Kevin Martin

January 17, 2022

-Calgary Herald


The CBC’s The Fifth Estate program broadcast “irresponsible sensationalism” about the work of a former Calgary medical examiner, a $15-million defamation lawsuit claims.

In a lengthy, 25-page statement of claim obtained Monday by Postmedia, Dr. Evan Matshes alleges the broadcaster defamed him in a two-part Fifth Estate episode in January 2020, entitled The Autopsy: What If Justice Got It Wrong.

“In the story, the defendants either broadcast or caused to be broadcast a defamatory publication of irresponsible sensationalism conceived and created by the defendants to create and foster false allegations that Dr. Matshes had caused or contributed to miscarriages of justice and wrongful convictions,” the lawsuit alleges.

The claim, filed last week by senior Calgary litigator Perry Mack, names the CBC and Fifth Estate journalists Mark Kelley and Harvey Cashore as defendants.

“The broadcasts stated, expressly or impliedly by innuendo that the professional work of … Dr. Matshes as a forensic pathologist in the Office of the Chief Medical Examiner was wrong, misleading, negligent, and substandard and that miscarriages of justice had occurred as a result of the work of Dr. Matshes.

“The story was presented in a deliberately dramatic, nonobjective, misleading fashion designed to create a sensational and provocative presentation. The presentation of the story was the result of selective and incomplete presentation of opinion, conjecture, and facts calculated to present what was a distorted, inaccurate, incomplete and wrongful picture of the circumstances of the cases discussed.”

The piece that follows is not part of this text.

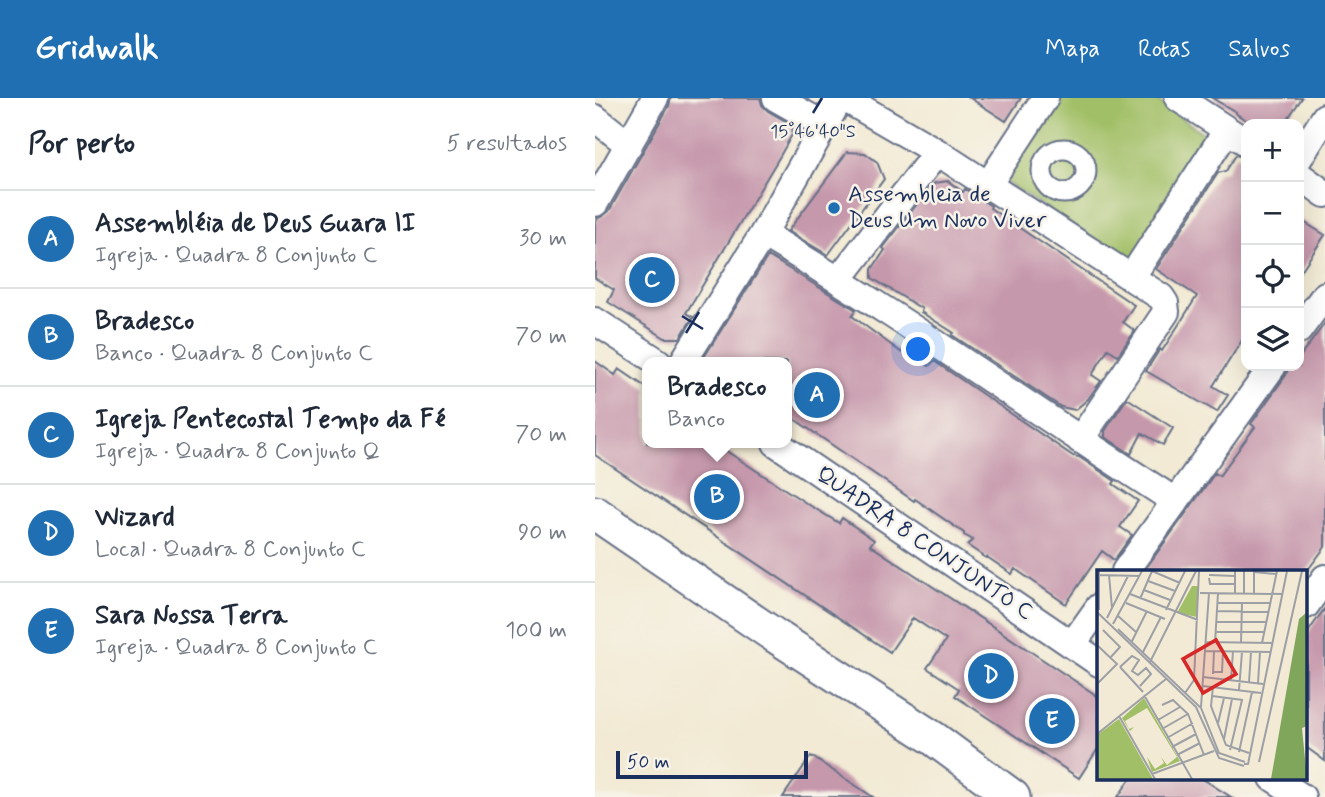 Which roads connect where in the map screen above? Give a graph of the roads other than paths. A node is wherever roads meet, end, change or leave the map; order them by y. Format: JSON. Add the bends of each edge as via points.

A statement of defence has not been filed in response to the allegations in Matshes’ claim, which have not been proven in court.

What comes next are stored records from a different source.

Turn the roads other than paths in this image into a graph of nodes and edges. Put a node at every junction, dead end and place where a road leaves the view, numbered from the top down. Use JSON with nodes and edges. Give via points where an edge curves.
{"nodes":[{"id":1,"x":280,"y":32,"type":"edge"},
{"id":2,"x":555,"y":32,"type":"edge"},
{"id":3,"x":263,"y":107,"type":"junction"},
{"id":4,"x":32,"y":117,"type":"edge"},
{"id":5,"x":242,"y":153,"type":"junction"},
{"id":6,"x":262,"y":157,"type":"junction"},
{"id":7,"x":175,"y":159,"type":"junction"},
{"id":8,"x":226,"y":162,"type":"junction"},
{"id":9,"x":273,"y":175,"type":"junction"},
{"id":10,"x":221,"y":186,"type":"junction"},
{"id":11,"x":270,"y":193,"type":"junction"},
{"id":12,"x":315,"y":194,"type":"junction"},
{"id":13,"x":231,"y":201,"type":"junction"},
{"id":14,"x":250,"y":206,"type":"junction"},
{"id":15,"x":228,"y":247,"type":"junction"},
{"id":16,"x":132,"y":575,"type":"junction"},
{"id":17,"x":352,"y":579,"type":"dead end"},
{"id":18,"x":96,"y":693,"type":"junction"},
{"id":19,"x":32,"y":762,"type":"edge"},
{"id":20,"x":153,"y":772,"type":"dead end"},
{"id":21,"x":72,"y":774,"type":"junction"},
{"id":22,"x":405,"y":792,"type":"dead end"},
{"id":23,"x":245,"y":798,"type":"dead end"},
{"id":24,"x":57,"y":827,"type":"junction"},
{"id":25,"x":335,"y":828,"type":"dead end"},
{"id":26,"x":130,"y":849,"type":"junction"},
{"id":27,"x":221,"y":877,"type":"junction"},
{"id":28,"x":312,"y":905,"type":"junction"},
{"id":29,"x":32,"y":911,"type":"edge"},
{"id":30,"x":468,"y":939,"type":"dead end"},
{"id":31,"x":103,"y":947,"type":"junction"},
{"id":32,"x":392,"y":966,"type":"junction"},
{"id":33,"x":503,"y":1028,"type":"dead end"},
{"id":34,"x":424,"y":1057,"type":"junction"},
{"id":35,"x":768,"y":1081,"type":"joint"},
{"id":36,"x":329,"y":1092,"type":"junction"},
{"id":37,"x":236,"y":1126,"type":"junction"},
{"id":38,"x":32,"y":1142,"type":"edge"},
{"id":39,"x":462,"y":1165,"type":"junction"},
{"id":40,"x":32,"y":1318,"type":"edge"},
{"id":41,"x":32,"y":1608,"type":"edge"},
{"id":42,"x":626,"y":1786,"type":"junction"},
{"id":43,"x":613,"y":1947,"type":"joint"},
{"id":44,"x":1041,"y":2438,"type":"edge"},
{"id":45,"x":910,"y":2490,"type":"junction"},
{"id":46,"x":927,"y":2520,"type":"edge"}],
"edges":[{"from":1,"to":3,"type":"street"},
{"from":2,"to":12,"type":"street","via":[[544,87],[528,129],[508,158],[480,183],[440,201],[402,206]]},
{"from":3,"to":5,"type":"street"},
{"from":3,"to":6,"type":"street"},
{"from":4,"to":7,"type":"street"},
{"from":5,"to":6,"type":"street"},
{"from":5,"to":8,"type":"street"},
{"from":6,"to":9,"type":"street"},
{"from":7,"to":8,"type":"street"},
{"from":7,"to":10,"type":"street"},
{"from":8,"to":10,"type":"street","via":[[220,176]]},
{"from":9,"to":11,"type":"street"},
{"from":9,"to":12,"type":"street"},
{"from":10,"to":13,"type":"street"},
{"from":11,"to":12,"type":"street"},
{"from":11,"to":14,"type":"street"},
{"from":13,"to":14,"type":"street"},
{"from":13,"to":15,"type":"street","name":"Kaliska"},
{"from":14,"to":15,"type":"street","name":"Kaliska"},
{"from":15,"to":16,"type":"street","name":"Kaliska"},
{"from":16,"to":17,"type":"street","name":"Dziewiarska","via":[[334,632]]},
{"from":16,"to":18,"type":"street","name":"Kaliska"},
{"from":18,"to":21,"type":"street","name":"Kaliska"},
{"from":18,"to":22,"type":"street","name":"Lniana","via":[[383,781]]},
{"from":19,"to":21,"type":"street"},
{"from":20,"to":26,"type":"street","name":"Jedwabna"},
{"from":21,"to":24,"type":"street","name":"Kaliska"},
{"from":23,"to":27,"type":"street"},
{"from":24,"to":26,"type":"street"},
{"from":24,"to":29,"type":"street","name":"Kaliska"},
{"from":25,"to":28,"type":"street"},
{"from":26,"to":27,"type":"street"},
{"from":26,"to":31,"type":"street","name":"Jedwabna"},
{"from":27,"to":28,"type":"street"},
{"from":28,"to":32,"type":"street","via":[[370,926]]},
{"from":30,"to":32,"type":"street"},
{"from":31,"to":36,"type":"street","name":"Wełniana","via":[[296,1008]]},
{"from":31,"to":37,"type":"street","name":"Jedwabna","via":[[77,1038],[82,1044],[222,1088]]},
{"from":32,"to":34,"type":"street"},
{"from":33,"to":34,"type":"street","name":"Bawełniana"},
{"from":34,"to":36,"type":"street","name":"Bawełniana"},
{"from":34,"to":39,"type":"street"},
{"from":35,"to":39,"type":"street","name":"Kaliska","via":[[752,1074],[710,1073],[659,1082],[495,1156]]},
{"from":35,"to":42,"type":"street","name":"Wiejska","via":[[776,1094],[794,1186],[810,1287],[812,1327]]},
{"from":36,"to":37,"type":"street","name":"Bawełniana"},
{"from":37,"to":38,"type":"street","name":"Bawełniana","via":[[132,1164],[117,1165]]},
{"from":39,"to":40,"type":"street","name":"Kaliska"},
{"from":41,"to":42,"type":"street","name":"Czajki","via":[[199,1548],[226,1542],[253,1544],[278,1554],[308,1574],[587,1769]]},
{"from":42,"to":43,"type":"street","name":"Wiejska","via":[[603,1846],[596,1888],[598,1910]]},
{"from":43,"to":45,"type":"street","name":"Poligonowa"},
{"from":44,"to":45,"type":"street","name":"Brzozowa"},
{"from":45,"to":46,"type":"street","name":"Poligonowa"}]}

The broadcasts, and subsequent internet follow-up coverage, caused Matshes, now a consulting pathologist in San Diego, reputational damage, the claim alleges.

“The presentations amounted to a reckless, irresponsible and deliberate defamation of Dr. Matshes’ professional and personal standing and character. The presentations amounted to a malicious and marked departure from responsible journalism.”

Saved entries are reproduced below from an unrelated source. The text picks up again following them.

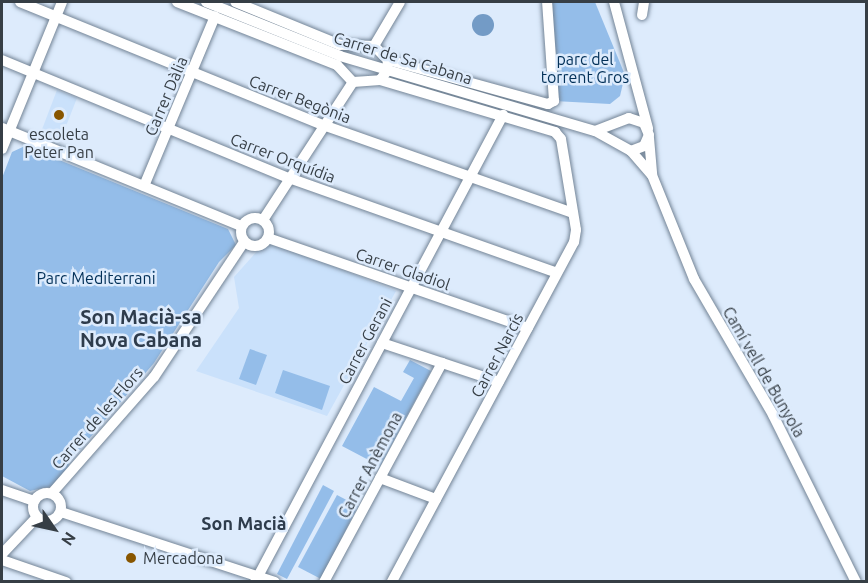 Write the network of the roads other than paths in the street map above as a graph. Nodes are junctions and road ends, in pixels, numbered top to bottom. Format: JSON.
{"nodes":[{"id":1,"x":20,"y":2,"type":"edge"},
{"id":2,"x":62,"y":2,"type":"edge"},
{"id":3,"x":177,"y":2,"type":"edge"},
{"id":4,"x":206,"y":2,"type":"edge"},
{"id":5,"x":235,"y":2,"type":"edge"},
{"id":6,"x":400,"y":2,"type":"edge"},
{"id":7,"x":547,"y":2,"type":"edge"},
{"id":8,"x":614,"y":2,"type":"edge"},
{"id":9,"x":644,"y":2,"type":"edge"},
{"id":10,"x":642,"y":15,"type":"dead end"},
{"id":11,"x":215,"y":16,"type":"junction"},
{"id":12,"x":56,"y":17,"type":"junction"},
{"id":13,"x":352,"y":46,"type":"junction"},
{"id":14,"x":374,"y":46,"type":"junction"},
{"id":15,"x":2,"y":60,"type":"edge"},
{"id":16,"x":339,"y":60,"type":"junction"},
{"id":17,"x":385,"y":70,"type":"junction"},
{"id":18,"x":33,"y":72,"type":"junction"},
{"id":19,"x":191,"y":73,"type":"junction"},
{"id":20,"x":353,"y":82,"type":"junction"},
{"id":21,"x":638,"y":99,"type":"junction"},
{"id":22,"x":503,"y":115,"type":"junction"},
{"id":23,"x":629,"y":118,"type":"junction"},
{"id":24,"x":323,"y":125,"type":"junction"},
{"id":25,"x":618,"y":125,"type":"junction"},
{"id":26,"x":168,"y":129,"type":"junction"},
{"id":27,"x":5,"y":130,"type":"edge"},
{"id":28,"x":595,"y":131,"type":"junction"},
{"id":29,"x":649,"y":133,"type":"junction"},
{"id":30,"x":618,"y":143,"type":"junction"},
{"id":31,"x":2,"y":149,"type":"edge"},
{"id":32,"x":631,"y":151,"type":"junction"},
{"id":33,"x":652,"y":175,"type":"junction"},
{"id":34,"x":470,"y":176,"type":"junction"},
{"id":35,"x":289,"y":178,"type":"junction"},
{"id":36,"x":144,"y":186,"type":"junction"},
{"id":37,"x":573,"y":213,"type":"junction"},
{"id":38,"x":263,"y":220,"type":"junction"},
{"id":39,"x":242,"y":226,"type":"junction"},
{"id":40,"x":442,"y":230,"type":"junction"},
{"id":41,"x":268,"y":238,"type":"junction"},
{"id":42,"x":244,"y":242,"type":"junction"},
{"id":43,"x":557,"y":273,"type":"junction"},
{"id":44,"x":411,"y":288,"type":"junction"},
{"id":45,"x":528,"y":328,"type":"junction"},
{"id":46,"x":382,"y":343,"type":"junction"},
{"id":47,"x":442,"y":363,"type":"junction"},
{"id":48,"x":499,"y":382,"type":"junction"},
{"id":49,"x":380,"y":478,"type":"junction"},
{"id":50,"x":2,"y":490,"type":"edge"},
{"id":51,"x":52,"y":493,"type":"junction"},
{"id":52,"x":436,"y":499,"type":"junction"},
{"id":53,"x":34,"y":501,"type":"junction"},
{"id":54,"x":61,"y":512,"type":"junction"},
{"id":55,"x":37,"y":517,"type":"junction"},
{"id":56,"x":2,"y":554,"type":"edge"},
{"id":57,"x":2,"y":560,"type":"edge"},
{"id":58,"x":256,"y":579,"type":"edge"},
{"id":59,"x":66,"y":582,"type":"edge"},
{"id":60,"x":275,"y":582,"type":"edge"},
{"id":61,"x":324,"y":582,"type":"edge"},
{"id":62,"x":392,"y":582,"type":"edge"},
{"id":63,"x":856,"y":582,"type":"edge"}],
"edges":[{"from":1,"to":12,"type":"street","name":"Carrer Begònia"},
{"from":2,"to":12,"type":"street"},
{"from":3,"to":11,"type":"street"},
{"from":4,"to":16,"type":"street","name":"Carrer de Sa Cabana"},
{"from":5,"to":13,"type":"street"},
{"from":6,"to":14,"type":"street"},
{"from":7,"to":17,"type":"street"},
{"from":8,"to":21,"type":"street","name":"Camí vell de Bunyola"},
{"from":9,"to":10,"type":"street"},
{"from":11,"to":16,"type":"street"},
{"from":11,"to":19,"type":"street","name":"Carrer Dàlia"},
{"from":12,"to":18,"type":"street"},
{"from":12,"to":19,"type":"street","name":"Carrer Begònia"},
{"from":13,"to":14,"type":"street"},
{"from":13,"to":16,"type":"street"},
{"from":14,"to":17,"type":"street"},
{"from":15,"to":18,"type":"street","name":"Carrer Orquídia"},
{"from":16,"to":17,"type":"street","name":"Carrer de Sa Cabana"},
{"from":16,"to":20,"type":"street"},
{"from":17,"to":20,"type":"street"},
{"from":17,"to":22,"type":"street"},
{"from":17,"to":28,"type":"street","name":"Carrer de Sa Cabana"},
{"from":18,"to":26,"type":"street","name":"Carrer Orquídia"},
{"from":18,"to":27,"type":"street"},
{"from":19,"to":24,"type":"street","name":"Carrer Begònia"},
{"from":19,"to":26,"type":"street","name":"Carrer Dàlia"},
{"from":20,"to":24,"type":"street"},
{"from":21,"to":23,"type":"street"},
{"from":21,"to":29,"type":"street","name":"Camí vell de Bunyola"},
{"from":22,"to":34,"type":"street","name":"Carrer Gerani"},
{"from":22,"to":37,"type":"street","name":"Carrer Narcís"},
{"from":23,"to":25,"type":"street"},
{"from":23,"to":29,"type":"street"},
{"from":24,"to":34,"type":"street","name":"Carrer Begònia"},
{"from":24,"to":35,"type":"street"},
{"from":25,"to":28,"type":"street"},
{"from":25,"to":30,"type":"street"},
{"from":26,"to":35,"type":"street","name":"Carrer Orquídia"},
{"from":26,"to":36,"type":"street","name":"Carrer Dàlia"},
{"from":27,"to":31,"type":"street"},
{"from":27,"to":36,"type":"street"},
{"from":28,"to":30,"type":"street","name":"Carrer de Sa Cabana"},
{"from":29,"to":32,"type":"street"},
{"from":29,"to":33,"type":"street","name":"Camí vell de Bunyola"},
{"from":30,"to":32,"type":"street"},
{"from":32,"to":33,"type":"street","name":"Camí vell de Bunyola"},
{"from":33,"to":63,"type":"street","name":"Camí vell de Bunyola"},
{"from":34,"to":37,"type":"street","name":"Carrer Begònia"},
{"from":34,"to":40,"type":"street","name":"Carrer Gerani"},
{"from":35,"to":38,"type":"street"},
{"from":35,"to":40,"type":"street","name":"Carrer Orquídia"},
{"from":36,"to":39,"type":"street"},
{"from":37,"to":43,"type":"street","name":"Carrer Narcís"},
{"from":38,"to":39,"type":"street"},
{"from":38,"to":41,"type":"street"},
{"from":39,"to":42,"type":"street"},
{"from":40,"to":43,"type":"street","name":"Carrer Orquídia"},
{"from":40,"to":44,"type":"street","name":"Carrer Gerani"},
{"from":41,"to":42,"type":"street"},
{"from":41,"to":44,"type":"street","name":"Carrer Gladiol"},
{"from":42,"to":51,"type":"street","name":"Carrer de les Flors"},
{"from":43,"to":45,"type":"street","name":"Carrer Narcís"},
{"from":44,"to":45,"type":"street","name":"Carrer Gladiol"},
{"from":44,"to":46,"type":"street","name":"Carrer Gerani"},
{"from":45,"to":48,"type":"street","name":"Carrer Narcís"},
{"from":46,"to":47,"type":"street"},
{"from":46,"to":58,"type":"street","name":"Carrer Gerani"},
{"from":47,"to":48,"type":"street"},
{"from":47,"to":49,"type":"street","name":"Carrer Anèmona"},
{"from":48,"to":52,"type":"street","name":"Carrer Narcís"},
{"from":49,"to":52,"type":"street"},
{"from":49,"to":61,"type":"street","name":"Carrer Anèmona"},
{"from":50,"to":53,"type":"street"},
{"from":51,"to":53,"type":"street"},
{"from":51,"to":54,"type":"street"},
{"from":52,"to":62,"type":"street","name":"Carrer Narcís"},
{"from":53,"to":55,"type":"street"},
{"from":54,"to":55,"type":"street"},
{"from":54,"to":58,"type":"street"},
{"from":55,"to":56,"type":"street"},
{"from":57,"to":59,"type":"street"},
{"from":58,"to":60,"type":"street"}]}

The lawsuit said much of the coverage was focused on a review ordered by Alberta Justice of 14 of Matshes’ autopsies in which three U.S. pathologists raised concerns, which the shows referred to as an “expert panel report.”

“In presenting its sensational and provocative story, the defendants chose to rely upon a discredited so-called ‘expert panel report’ that purported to question the findings of Dr. Matshes in certain cases,” the claim states.

“The CBC failed to clearly and unequivocally state that the alleged ‘expert panel report’ had been quashed by order of the Court of Queen’s Bench of Alberta,” it says.

“The defendants persistently described the so-called ‘expert panel report’ as ‘buried’ or otherwise ‘hidden’ notwithstanding that at the time of the events the judicially discredited report was widely publicized in the media and remained on searchable file at the Court of Queen’s Bench of Alberta … as was the Court of Queen’s Bench decision that quashed it.”